Now that we have defined what are the constraints for our runner architecture, let’s take a broader view and take a step back to completely integrate our architecture into Polycode. In this chapter, I will draw some diagrams showing how the architecture operates on a broader scale.

Architecture diagram

To start off, let’s take a look at our complete architecture :

60 Architecture Diagram
Figure 1. Runner architecture diagram

This is the complete diagram, with all the suggested features from above. I’ve chose AWS as our cloud provider, but this is not a definitive choice. It is here for example purposes, but we can chose any cloud providers that offers serverless services. I’ve made the decision that fetching the validators input should be done within the submission microservice. In fact, with this diagram, the question of "Should the runner have been its own bounded context ?" arise.

Looking at the diagram, it also becomes apparent that the runner microservice is clearly a controller (or a supervisor), talking to its worker to execute the workloads. We can see that the worker spawns VMs, but we also see that the runner microservice communicates with Lambda if the on-premise workers becomes overloaded.

Registering workers, sequence diagram

One thing that doesn’t show in the architecture diagram is that workers can be added and removed dynamically from the system. To better illustrate that, I came up with a sequence diagram, of a new worker registering into the system:

60 Sequence Diagram
Figure 2. Registering a new worker, sequence diagram

They are a few key points to extract from this diagram, let’s talk about them one by one.

Firstly, we can see that we have some kind of encryption at play when making a register request.

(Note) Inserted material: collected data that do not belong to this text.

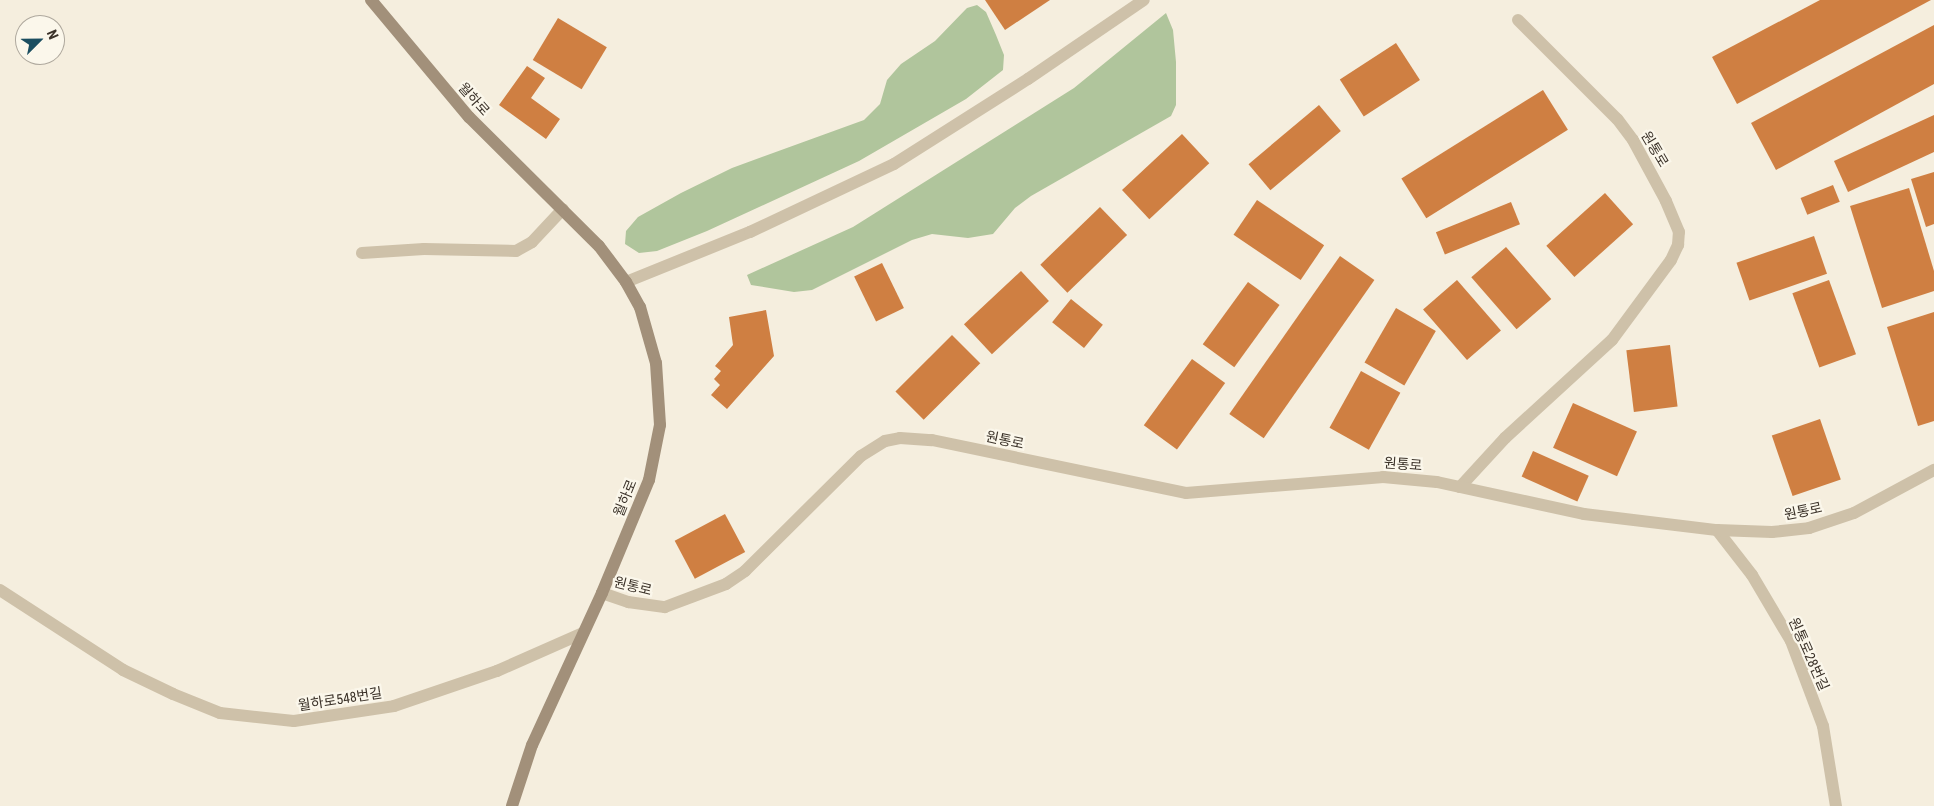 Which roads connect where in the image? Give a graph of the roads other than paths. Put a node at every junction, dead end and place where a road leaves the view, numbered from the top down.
1 (371, 0) edge
2 (1144, 0) edge
3 (1518, 20) dead end
4 (563, 209) junction
5 (362, 253) dead end
6 (626, 282) junction
7 (1934, 470) edge
8 (1460, 487) junction
9 (1717, 530) junction
10 (0, 590) edge
11 (602, 593) junction
12 (583, 633) junction
13 (512, 806) edge
14 (1836, 806) edge

1 - 4 street, 월하로
2 - 6 street
3 - 8 street, 원통로
4 - 5 street
4 - 6 street, 월하로
6 - 11 street, 월하로
7 - 9 street, 원통로
8 - 9 street, 원통로
8 - 11 street, 원통로
9 - 14 street, 원통로28번길
10 - 12 street, 월하로548번길
11 - 12 street, 월하로
12 - 13 street, 월하로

As mentioned previously, we don’t want anybody who finds out the IP address of our controller to register their worker, as this would open security risks, and it would mean that the bad actor could forge false responses to the code ran. To protect against that, I suggest using simple asymmetric keys. Workers would need this key to sign their request, and the controller would use the public key to verify the signature. This way, unless the key leaks, we can be sure that the worker is coming from an authorized party. The underlying protocol should be encrypted as well, with something that prevents replay attack. If the request is sent in clear-text, an attacker could grab the request and do a replay attack. Same thing if the underlying protocol doesn’t prevent replay attacks. We can also imagine that the controller sends a nonce when sending the configuration negotiation, and the worker sending it back, signing the response to prevent such attacks.

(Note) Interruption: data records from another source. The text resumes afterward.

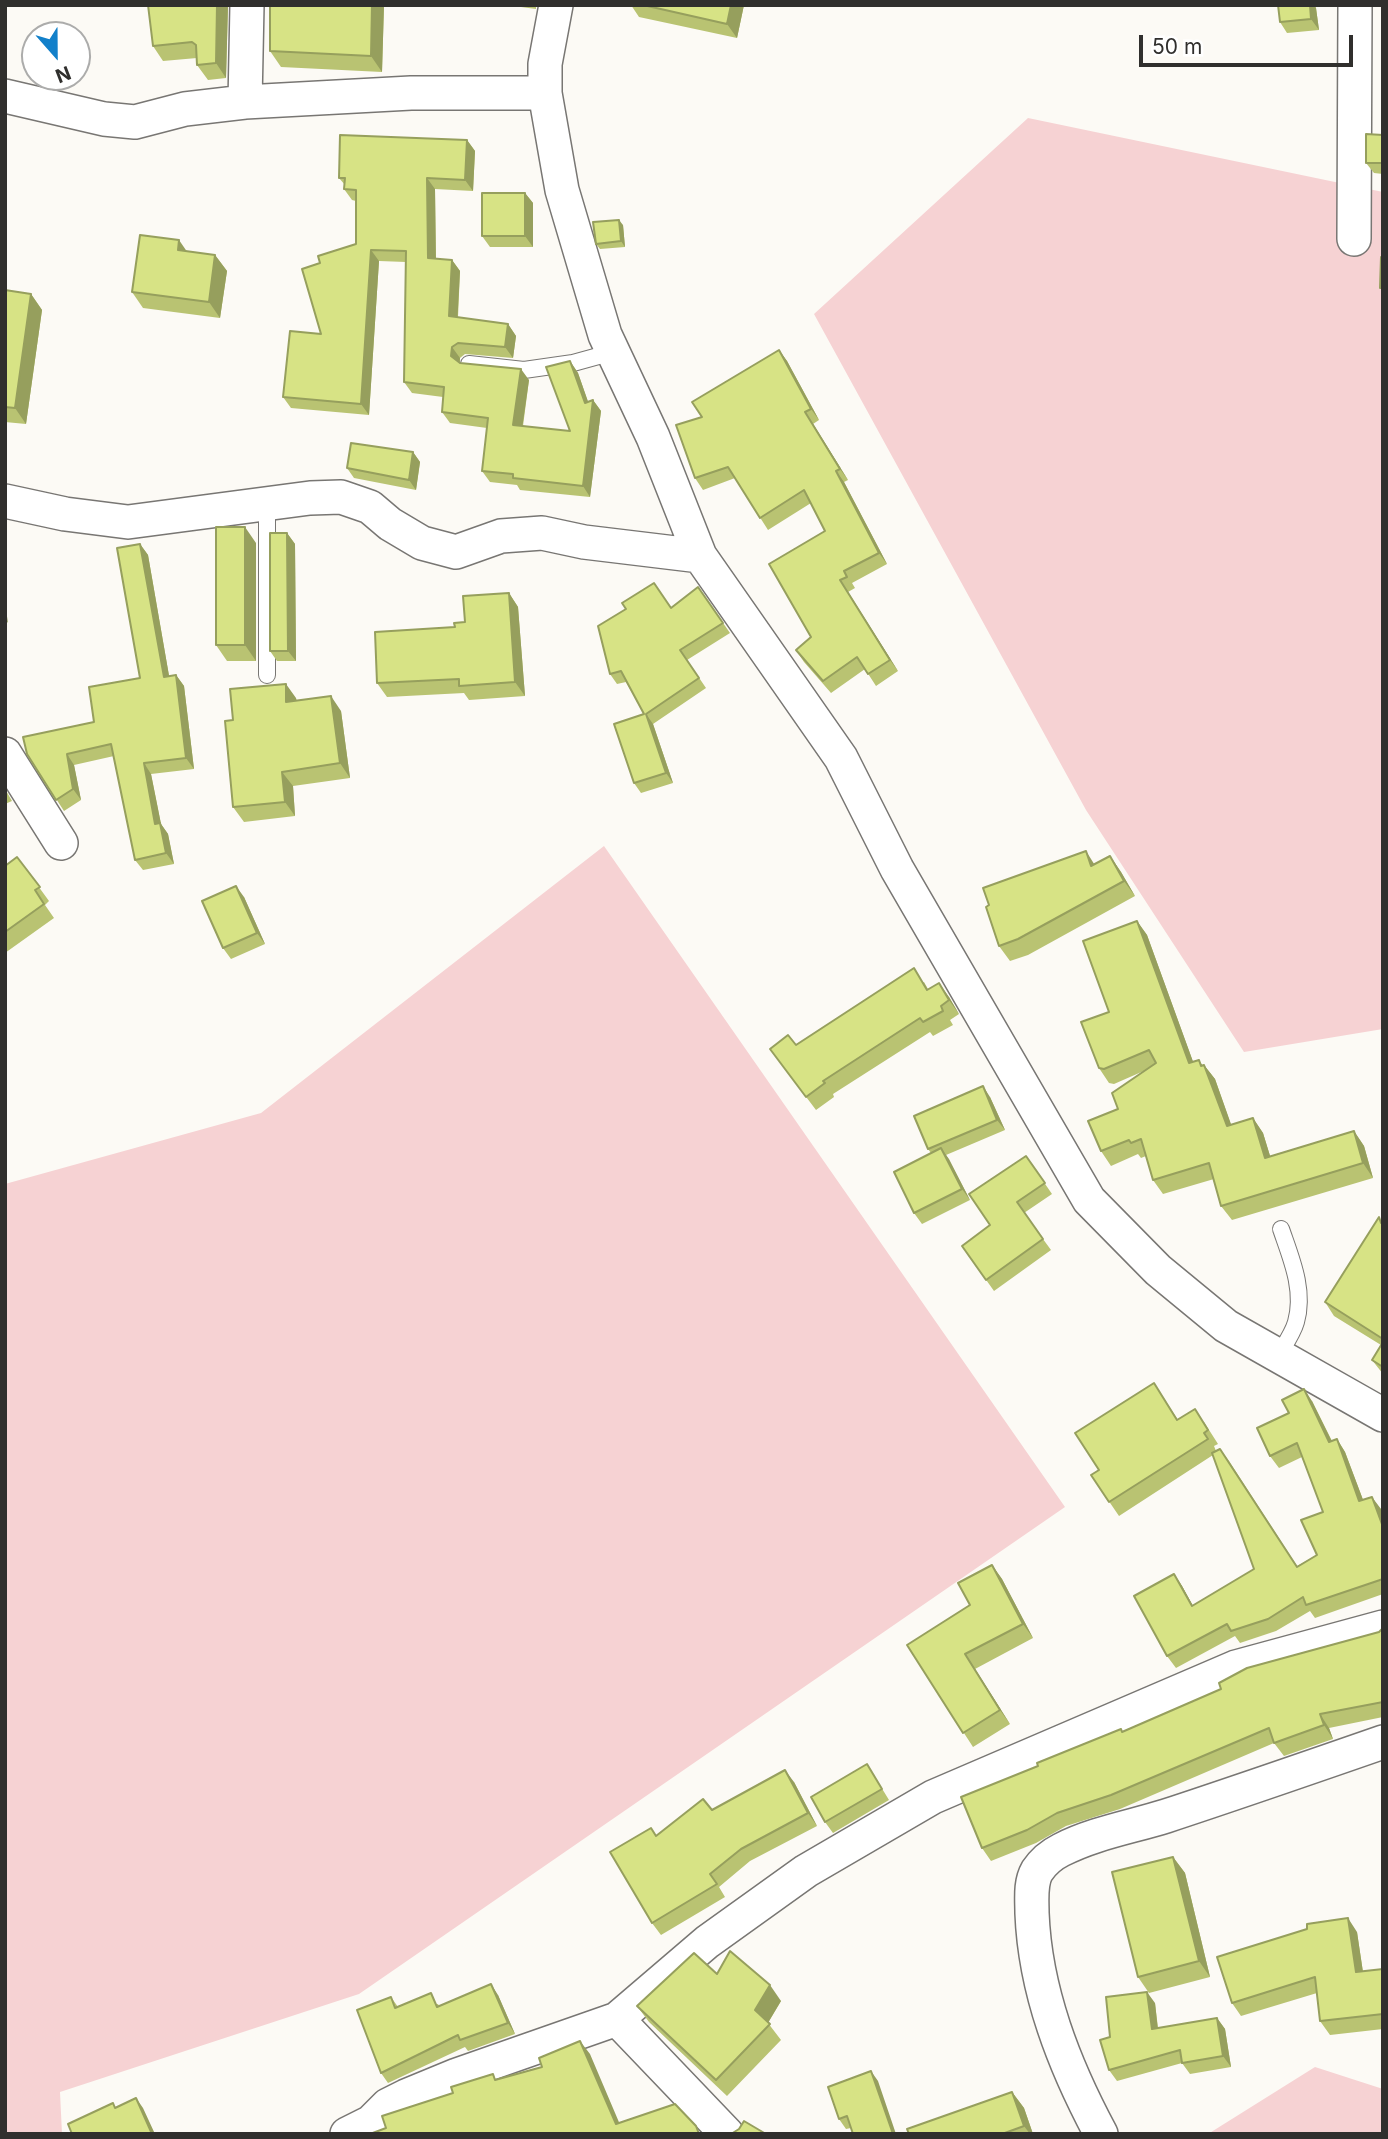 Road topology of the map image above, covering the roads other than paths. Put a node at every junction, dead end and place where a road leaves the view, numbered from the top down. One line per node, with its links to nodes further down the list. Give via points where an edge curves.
1 (247, 5): 6 (street)
2 (556, 5): 4 (street, via 545,64)
3 (1355, 5): 7 (street)
4 (545, 93): 6 (street, via 411,93); 8 (street, via 562,190)
5 (5, 96): 6 (street, via 135,122 185,109)
6 (246, 102)
7 (1354, 239)
8 (613, 352): 9 (lane, via 524,370); 12 (street)
9 (469, 364)
10 (5, 500): 11 (street, via 128,523)
11 (267, 504): 12 (street, via 341,497 370,507 422,543 456,552 501,536 542,533); 13 (lane)
12 (700, 556): 17 (street, via 841,758 897,869 1089,1200 1168,1278 1226,1326)
13 (267, 674)
14 (5, 754): 15 (street)
15 (61, 843)
16 (1281, 1229): 17 (lane, via 1296,1273 1298,1300 1296,1322)
17 (1278, 1356): 18 (street)
18 (1383, 1415)
19 (1383, 1627): 21 (street, via 1236,1667 933,1797 806,1871 707,1942)
20 (1383, 1742): 24 (street, via 1086,1839 1059,1851 1039,1868 1033,1879 1033,1941 1043,1996 1076,2084)
21 (617, 2019): 22 (street, via 419,2091 388,2105 371,2122); 23 (street)
22 (347, 2134)
23 (727, 2134)
24 (1101, 2134)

Secondly, it is the controller that requests configuration to the worker, not the worker sending it to the controller when trying to register. This is done in order to make sure that the controller can get all the information it needs, and reject workers that do not comply with either the configuration structure or the configuration itself. This is also where the controller should check the nonce and signature that we just talked about.

Once the negotiation is finished, the controller adds the corresponding information in Redis, effectively marking it as ready. If everything’s good, the registration is finished and accepted.

Conclusion

The runner architecture, as you just saw, is a topic on its own. It needs thinking to come up with solution that are secure, in its way it runs code, but also in the way the system interacts, as well as being able to scale properly, whatever the traffic is. I suggest using a mix of a controller/worker architecture, on-premise workers and public cloud’s serverless features to scale properly. Our on-premise workers should create VMs to ensure the execution is isolated to the best we can. To manage state, I would use Redis as a data store for the controllers. This Redis cluster can also be used for caching, to deduplicate requests and make sure that we keep the number of costly execution as low as possible, hand-in-hand with prioritizing on-premise workers before using serverless.